Roger Clemens’s deal with the devil blows up in his face
Question, sports fans: What does big clunky bully-boy Roger Clemens, the former New York Yankees pitching ace, have in common with blues artist Robert Johnson?
Answer: Both men, after realizing the limits of mortal achievement, sold their souls to the devil in return for magical powers. Legend has it that Johnson went to hell, but not before writing and recording a bunch of immortal songs, including “Hellhound On My Trail.” Clemens might go to jail, a better deal than going to hell if you land in the right jail, but he has lost his bid for immortality.
Testifying before Congress in 2008, Clemens said, “I have never taken steroids or [human growth hormone].” Last week an unconvinced federal grand jury indicted the seven-time Cy Young Award winner for perjury. This is how the situation was summed up on Friday by ESPN.com:
“What once seemed to be a he-said vs. he-said dispute between Clemens and his former trainer, Brian McNamee, once the New York Yankees’ strength and conditioning coach, escalated into a federal case. The grand jury heard testimony from McNamee, who gave federal authorities syringes he said were used to inject Clemens with drugs.”

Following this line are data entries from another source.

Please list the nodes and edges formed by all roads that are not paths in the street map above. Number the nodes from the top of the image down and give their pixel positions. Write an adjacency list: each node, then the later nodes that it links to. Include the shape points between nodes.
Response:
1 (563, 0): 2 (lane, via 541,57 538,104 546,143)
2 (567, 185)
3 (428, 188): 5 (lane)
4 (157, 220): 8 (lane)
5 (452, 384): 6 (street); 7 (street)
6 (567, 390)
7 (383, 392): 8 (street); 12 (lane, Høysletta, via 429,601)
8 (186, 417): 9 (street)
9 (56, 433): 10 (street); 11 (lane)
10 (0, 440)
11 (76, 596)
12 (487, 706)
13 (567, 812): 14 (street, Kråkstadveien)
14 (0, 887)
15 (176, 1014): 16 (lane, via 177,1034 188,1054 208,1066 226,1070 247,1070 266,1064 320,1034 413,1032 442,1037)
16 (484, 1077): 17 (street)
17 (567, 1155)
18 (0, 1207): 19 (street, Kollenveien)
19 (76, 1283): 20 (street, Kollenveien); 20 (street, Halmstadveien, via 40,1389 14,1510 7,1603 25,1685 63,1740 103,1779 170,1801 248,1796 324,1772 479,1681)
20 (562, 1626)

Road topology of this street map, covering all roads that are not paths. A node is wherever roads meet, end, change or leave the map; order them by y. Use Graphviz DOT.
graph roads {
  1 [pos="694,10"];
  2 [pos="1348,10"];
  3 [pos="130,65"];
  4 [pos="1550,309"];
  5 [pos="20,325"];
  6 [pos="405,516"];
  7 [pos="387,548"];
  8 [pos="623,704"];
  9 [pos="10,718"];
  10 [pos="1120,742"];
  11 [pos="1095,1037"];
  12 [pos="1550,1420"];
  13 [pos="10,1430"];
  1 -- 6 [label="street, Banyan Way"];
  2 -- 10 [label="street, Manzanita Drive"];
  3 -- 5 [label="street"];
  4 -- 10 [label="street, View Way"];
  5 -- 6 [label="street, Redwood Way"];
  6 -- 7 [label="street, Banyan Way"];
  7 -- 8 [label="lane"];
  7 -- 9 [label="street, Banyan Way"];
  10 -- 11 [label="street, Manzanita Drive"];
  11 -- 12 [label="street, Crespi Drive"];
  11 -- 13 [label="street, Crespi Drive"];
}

I’d feel sorry for Clemens if he wasn’t such a nasty piece of work. He did what many other athletes do — cheated, that is — because the potential rewards seemed to outweigh the risks. Because he knew he could make many more millions of dollars if he kept winning ballgames in apparent defiance of the aging process. Because he knew the Yankees and Major League Baseball and the TV networks and sportswriters and most fans didn’t care what he and other “superstars” were swallowing or shooting up, so long as they continued to win.
This was obvious in 1998, when Mark McGwire and Sammy Sosa engaged in their fraudulent duel to break Roger Maris’s single-season home run record. Both were grotesquely beefed up and hitting moonshots on a regular basis. They looked like pro wrestlers masquerading as baseball players, but everyone kept cheering them on.
In the end, both broke Maris’s record and neither did. In 2009, it was revealed that Sosa had tested positive for steroids in 2003. Early this year, McGwire confessed to using steroids at various times in his career, including the ’98 season. Record keepers don’t really know how to categorize their bogus achievements and they won’t know what to do with Clemens’s stats either.